I then added a logrotate cron job, executing as the same user, with a
postrotate command to run "/usr/sbin/httpd -d /opt/app/myApp/httpd -k
graceful".  Once executed through cron, I see exactly the same issue that
you are.  If I execute directly in a bash shell of the service account
without cron, I can repeatedly execute without any concerns.

I tried a compile-from-source HTTPD (2.4.18), suspecting something amiss
with the CentOS-provided HTTPD - but still experienced the exact same issue.

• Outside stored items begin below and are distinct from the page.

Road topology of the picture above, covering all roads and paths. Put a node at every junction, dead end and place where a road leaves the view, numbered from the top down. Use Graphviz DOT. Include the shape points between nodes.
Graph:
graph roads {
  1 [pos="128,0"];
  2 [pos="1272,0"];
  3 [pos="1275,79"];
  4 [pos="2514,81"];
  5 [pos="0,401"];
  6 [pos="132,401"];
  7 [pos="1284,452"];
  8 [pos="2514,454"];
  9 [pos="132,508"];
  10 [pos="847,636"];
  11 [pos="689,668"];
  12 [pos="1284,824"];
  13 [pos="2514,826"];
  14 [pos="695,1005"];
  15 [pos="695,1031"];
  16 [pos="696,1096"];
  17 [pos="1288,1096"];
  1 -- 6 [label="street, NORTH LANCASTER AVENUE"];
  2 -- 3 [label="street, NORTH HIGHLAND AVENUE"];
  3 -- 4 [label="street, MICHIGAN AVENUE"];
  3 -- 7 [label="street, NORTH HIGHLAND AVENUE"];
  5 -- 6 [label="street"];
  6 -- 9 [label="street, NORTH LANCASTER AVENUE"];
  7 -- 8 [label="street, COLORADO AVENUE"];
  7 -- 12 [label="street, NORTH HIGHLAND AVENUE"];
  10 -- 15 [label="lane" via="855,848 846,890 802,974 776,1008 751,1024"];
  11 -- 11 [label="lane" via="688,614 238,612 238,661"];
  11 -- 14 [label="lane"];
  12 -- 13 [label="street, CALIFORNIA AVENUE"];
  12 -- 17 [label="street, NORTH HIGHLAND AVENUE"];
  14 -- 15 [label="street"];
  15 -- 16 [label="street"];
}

So cron appears to be a common factor here.  My only work-around so far has
been to disable the logrotate cron job.

I've run multiple instances of similar configurations previously without
issue, and am not exactly sure what has changed to cause this in my new
builds.  I am curious if this is new to CentOS 7.2, or possibly 7.1.

I had suspected SELinux.  I tried setting the SELINUX=permissive in
/etc/sysconfig/selinux and rebooting, but still experienced the same issue.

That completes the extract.